* WHAT IS NEEDED *
Search the records for "dead" and copy each line that holds it.

* MATERIAL PROVIDED *
-- Opening Marker --

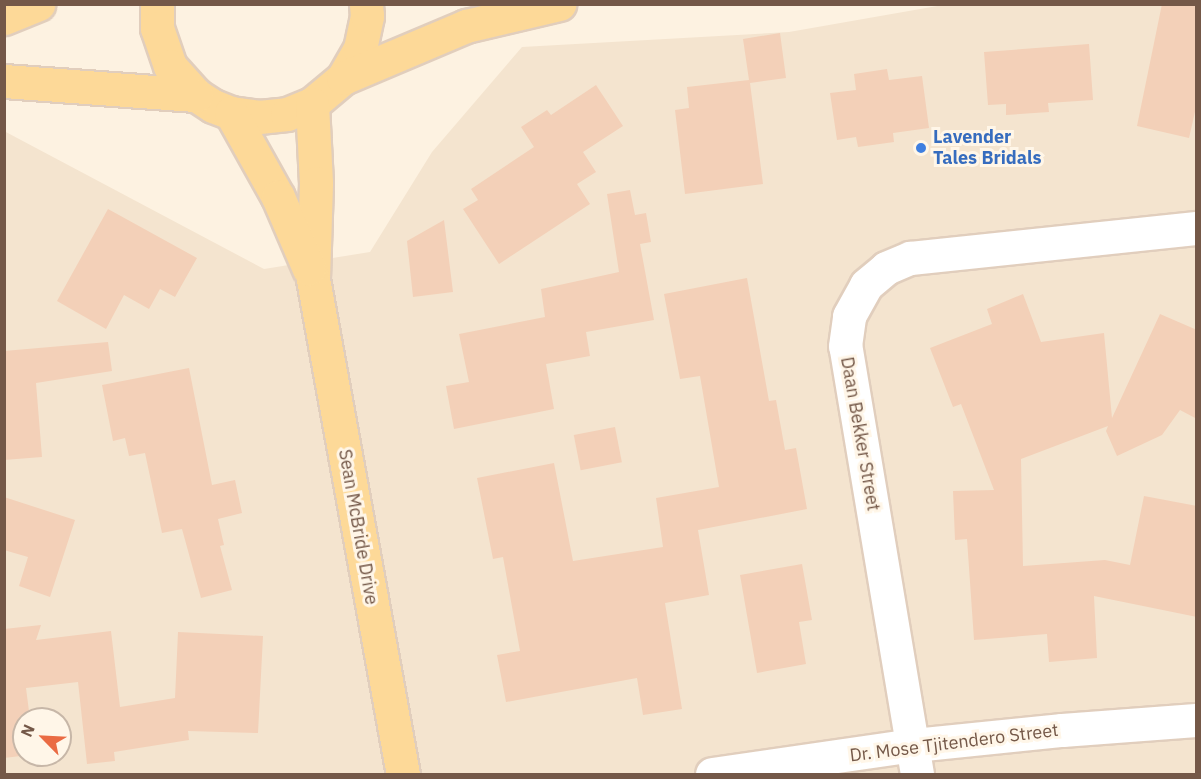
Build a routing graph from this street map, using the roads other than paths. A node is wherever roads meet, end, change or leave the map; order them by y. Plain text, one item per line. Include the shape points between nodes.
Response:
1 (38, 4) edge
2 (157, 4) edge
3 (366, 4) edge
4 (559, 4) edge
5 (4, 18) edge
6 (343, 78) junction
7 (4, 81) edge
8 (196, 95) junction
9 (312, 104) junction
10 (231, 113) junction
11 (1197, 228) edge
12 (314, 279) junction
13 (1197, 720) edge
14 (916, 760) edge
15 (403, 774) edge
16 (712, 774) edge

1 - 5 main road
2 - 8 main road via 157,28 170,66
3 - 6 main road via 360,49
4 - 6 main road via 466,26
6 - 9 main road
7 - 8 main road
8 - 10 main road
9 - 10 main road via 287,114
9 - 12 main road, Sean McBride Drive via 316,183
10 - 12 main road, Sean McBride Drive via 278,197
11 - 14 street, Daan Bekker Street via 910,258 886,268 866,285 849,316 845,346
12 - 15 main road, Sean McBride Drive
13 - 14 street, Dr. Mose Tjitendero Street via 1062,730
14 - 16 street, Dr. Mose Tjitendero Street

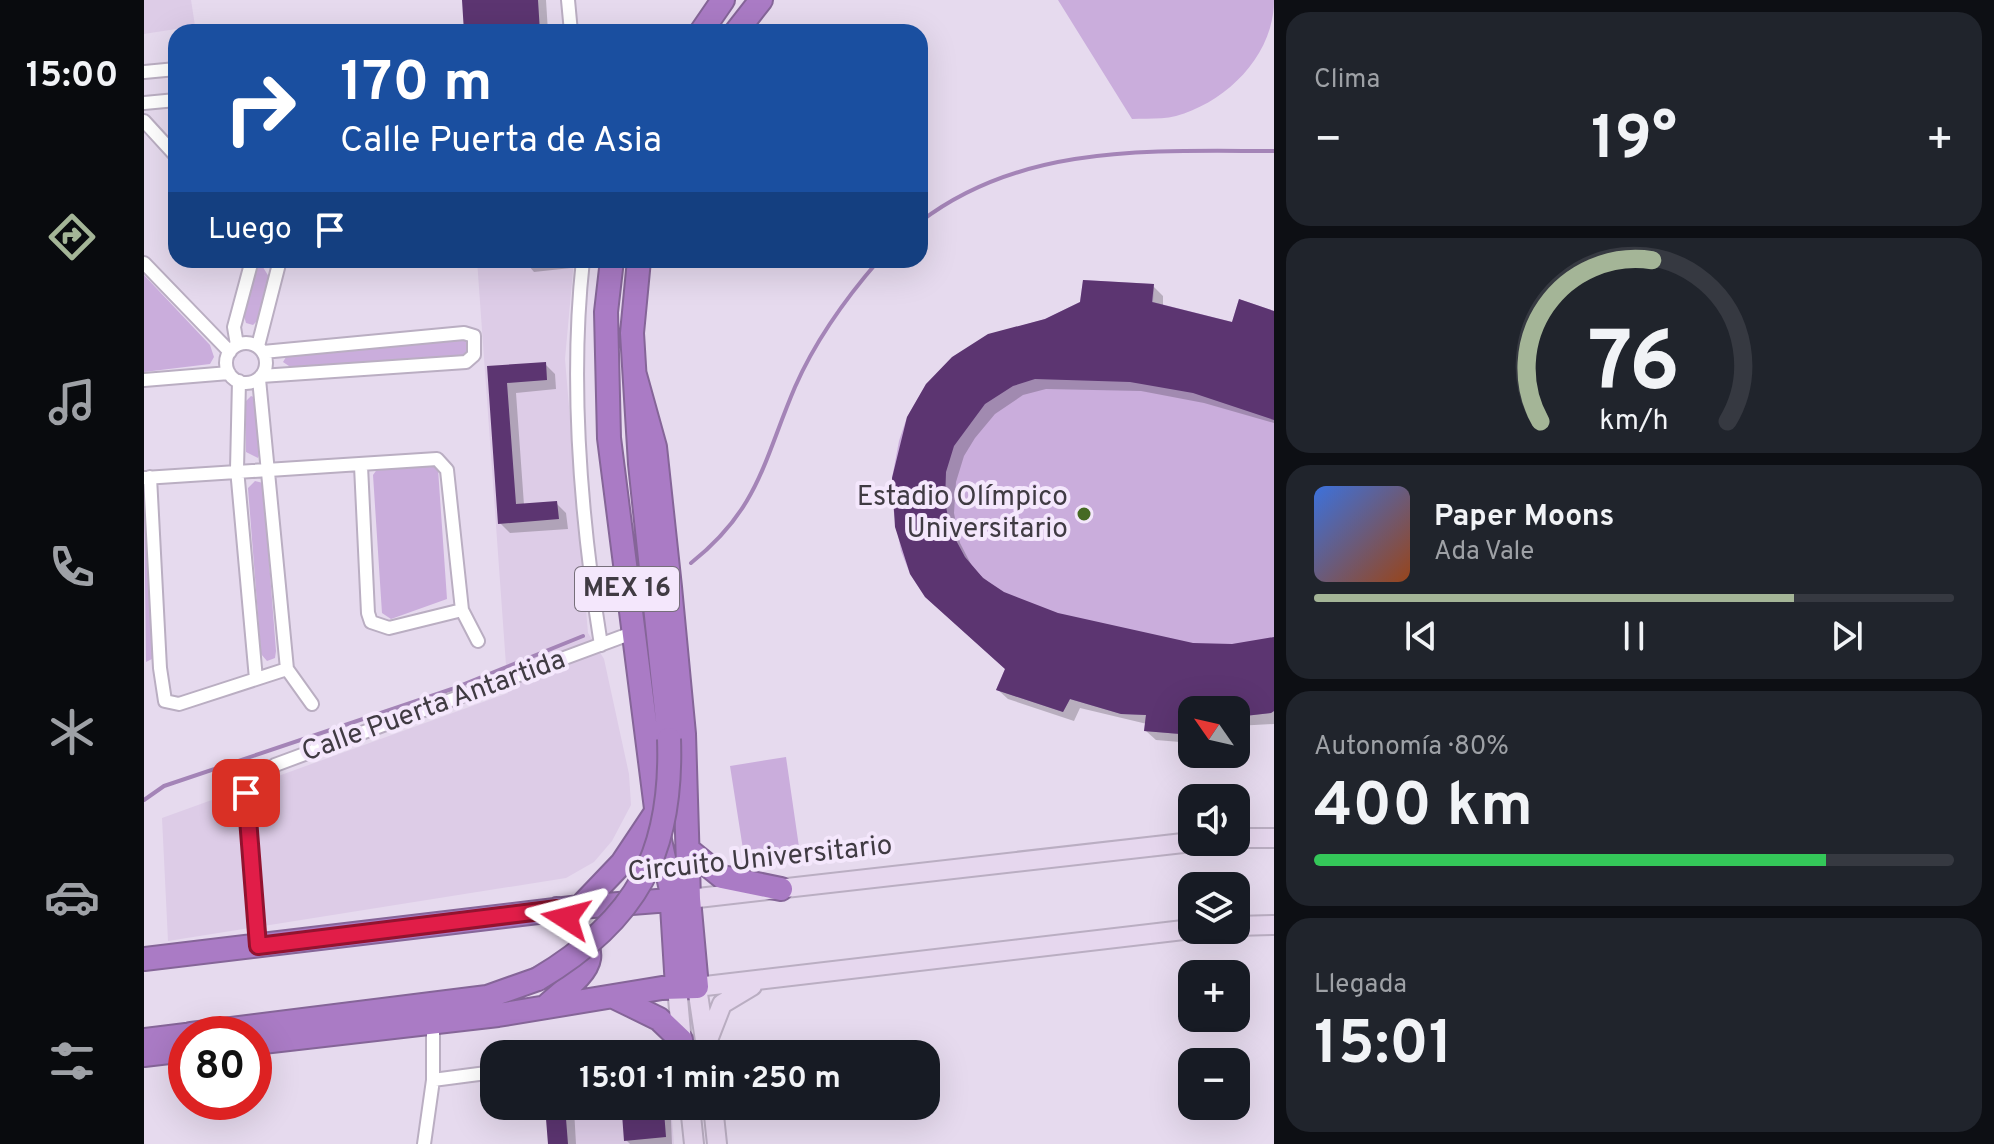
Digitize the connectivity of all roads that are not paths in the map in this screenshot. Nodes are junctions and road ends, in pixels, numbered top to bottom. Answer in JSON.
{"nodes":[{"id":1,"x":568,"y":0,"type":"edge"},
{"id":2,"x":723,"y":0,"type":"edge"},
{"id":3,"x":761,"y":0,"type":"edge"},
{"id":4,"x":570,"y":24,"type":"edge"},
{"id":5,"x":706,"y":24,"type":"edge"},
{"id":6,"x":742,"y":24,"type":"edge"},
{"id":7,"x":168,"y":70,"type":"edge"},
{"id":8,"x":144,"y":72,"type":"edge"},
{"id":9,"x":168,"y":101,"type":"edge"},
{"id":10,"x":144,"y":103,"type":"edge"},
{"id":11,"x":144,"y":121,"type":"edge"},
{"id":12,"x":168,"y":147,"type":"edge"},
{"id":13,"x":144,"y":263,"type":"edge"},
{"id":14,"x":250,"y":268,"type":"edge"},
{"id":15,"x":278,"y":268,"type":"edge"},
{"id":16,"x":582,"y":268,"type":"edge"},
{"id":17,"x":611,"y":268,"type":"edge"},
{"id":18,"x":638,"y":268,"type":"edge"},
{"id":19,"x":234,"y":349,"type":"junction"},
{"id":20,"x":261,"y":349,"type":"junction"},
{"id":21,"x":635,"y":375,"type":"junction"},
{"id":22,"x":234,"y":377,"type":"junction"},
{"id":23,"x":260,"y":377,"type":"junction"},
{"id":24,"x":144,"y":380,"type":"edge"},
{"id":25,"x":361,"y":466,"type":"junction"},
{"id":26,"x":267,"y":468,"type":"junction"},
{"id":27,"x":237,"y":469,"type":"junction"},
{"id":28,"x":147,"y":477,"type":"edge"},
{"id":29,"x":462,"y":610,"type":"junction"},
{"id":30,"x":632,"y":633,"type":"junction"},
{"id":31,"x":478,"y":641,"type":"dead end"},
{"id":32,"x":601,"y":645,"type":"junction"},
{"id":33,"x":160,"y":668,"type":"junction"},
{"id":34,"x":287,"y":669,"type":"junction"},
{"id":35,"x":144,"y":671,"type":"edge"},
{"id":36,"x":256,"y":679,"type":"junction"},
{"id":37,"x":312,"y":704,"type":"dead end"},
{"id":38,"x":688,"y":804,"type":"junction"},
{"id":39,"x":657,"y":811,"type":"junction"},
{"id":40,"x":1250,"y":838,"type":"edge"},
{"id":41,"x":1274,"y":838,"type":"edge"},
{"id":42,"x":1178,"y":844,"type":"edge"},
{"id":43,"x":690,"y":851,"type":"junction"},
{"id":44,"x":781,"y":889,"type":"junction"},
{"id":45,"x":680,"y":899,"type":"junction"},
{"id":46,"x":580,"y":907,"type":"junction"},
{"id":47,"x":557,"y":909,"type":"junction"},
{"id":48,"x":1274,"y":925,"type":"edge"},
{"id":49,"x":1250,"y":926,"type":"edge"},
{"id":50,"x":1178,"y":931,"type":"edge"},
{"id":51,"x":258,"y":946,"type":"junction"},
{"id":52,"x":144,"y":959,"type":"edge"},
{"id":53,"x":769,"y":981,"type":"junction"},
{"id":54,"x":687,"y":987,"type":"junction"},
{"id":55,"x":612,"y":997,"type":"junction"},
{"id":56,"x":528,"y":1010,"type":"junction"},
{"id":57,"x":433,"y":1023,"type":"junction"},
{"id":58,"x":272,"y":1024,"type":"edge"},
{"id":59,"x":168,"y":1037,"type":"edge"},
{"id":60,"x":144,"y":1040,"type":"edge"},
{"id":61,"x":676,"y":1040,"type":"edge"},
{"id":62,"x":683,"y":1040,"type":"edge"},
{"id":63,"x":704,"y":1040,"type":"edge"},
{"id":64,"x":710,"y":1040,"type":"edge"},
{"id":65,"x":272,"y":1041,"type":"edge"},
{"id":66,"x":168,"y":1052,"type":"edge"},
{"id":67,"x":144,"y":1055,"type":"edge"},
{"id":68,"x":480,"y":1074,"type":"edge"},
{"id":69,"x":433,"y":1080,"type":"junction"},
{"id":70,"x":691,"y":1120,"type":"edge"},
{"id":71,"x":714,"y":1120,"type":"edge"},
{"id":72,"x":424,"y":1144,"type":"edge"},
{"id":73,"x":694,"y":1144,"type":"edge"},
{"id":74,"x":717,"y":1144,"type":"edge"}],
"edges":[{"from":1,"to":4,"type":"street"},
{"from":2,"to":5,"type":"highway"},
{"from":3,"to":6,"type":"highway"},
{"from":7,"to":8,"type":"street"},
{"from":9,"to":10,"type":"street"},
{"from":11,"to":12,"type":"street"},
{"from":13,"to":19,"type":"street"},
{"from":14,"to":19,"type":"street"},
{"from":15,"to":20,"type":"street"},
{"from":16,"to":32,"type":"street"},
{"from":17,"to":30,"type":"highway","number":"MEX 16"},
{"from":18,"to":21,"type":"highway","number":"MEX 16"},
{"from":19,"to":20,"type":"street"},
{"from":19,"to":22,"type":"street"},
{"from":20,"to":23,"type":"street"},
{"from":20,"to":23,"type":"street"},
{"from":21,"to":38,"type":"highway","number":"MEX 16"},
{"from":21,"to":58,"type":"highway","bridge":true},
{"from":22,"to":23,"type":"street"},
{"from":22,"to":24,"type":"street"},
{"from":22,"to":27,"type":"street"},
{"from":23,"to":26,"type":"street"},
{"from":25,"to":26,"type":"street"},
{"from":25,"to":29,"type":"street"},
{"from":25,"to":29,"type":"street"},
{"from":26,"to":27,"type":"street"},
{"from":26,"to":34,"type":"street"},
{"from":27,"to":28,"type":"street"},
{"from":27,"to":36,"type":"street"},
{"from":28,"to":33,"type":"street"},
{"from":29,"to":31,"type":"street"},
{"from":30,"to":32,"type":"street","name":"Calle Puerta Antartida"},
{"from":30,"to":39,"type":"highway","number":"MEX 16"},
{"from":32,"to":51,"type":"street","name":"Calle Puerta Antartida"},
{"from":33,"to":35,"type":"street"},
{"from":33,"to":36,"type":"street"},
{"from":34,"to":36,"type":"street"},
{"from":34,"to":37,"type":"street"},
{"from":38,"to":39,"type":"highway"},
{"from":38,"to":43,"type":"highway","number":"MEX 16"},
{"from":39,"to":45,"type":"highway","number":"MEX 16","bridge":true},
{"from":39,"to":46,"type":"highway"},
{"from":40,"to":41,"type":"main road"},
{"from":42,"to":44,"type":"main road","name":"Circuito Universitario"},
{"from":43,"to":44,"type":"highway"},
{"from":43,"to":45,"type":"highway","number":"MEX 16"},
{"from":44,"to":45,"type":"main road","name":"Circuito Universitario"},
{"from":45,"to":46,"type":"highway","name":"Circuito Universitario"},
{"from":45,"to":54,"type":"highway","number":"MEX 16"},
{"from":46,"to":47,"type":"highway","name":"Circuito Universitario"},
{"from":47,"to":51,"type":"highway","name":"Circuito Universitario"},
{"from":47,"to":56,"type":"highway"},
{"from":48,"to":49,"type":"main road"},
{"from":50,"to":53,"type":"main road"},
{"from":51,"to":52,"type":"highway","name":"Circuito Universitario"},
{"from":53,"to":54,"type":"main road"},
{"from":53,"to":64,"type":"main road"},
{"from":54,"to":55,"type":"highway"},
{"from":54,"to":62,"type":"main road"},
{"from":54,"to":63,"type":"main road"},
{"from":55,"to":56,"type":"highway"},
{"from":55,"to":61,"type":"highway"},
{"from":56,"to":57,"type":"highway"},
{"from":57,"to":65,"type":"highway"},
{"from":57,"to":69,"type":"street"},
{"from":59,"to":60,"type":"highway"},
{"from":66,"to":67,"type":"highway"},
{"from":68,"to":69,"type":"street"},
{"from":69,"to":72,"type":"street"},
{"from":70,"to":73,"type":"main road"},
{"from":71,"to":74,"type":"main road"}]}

-- Closing Marker --

* RESULT OF THIS EXERCISE *
{"id":31,"x":478,"y":641,"type":"dead end"},
{"id":37,"x":312,"y":704,"type":"dead end"},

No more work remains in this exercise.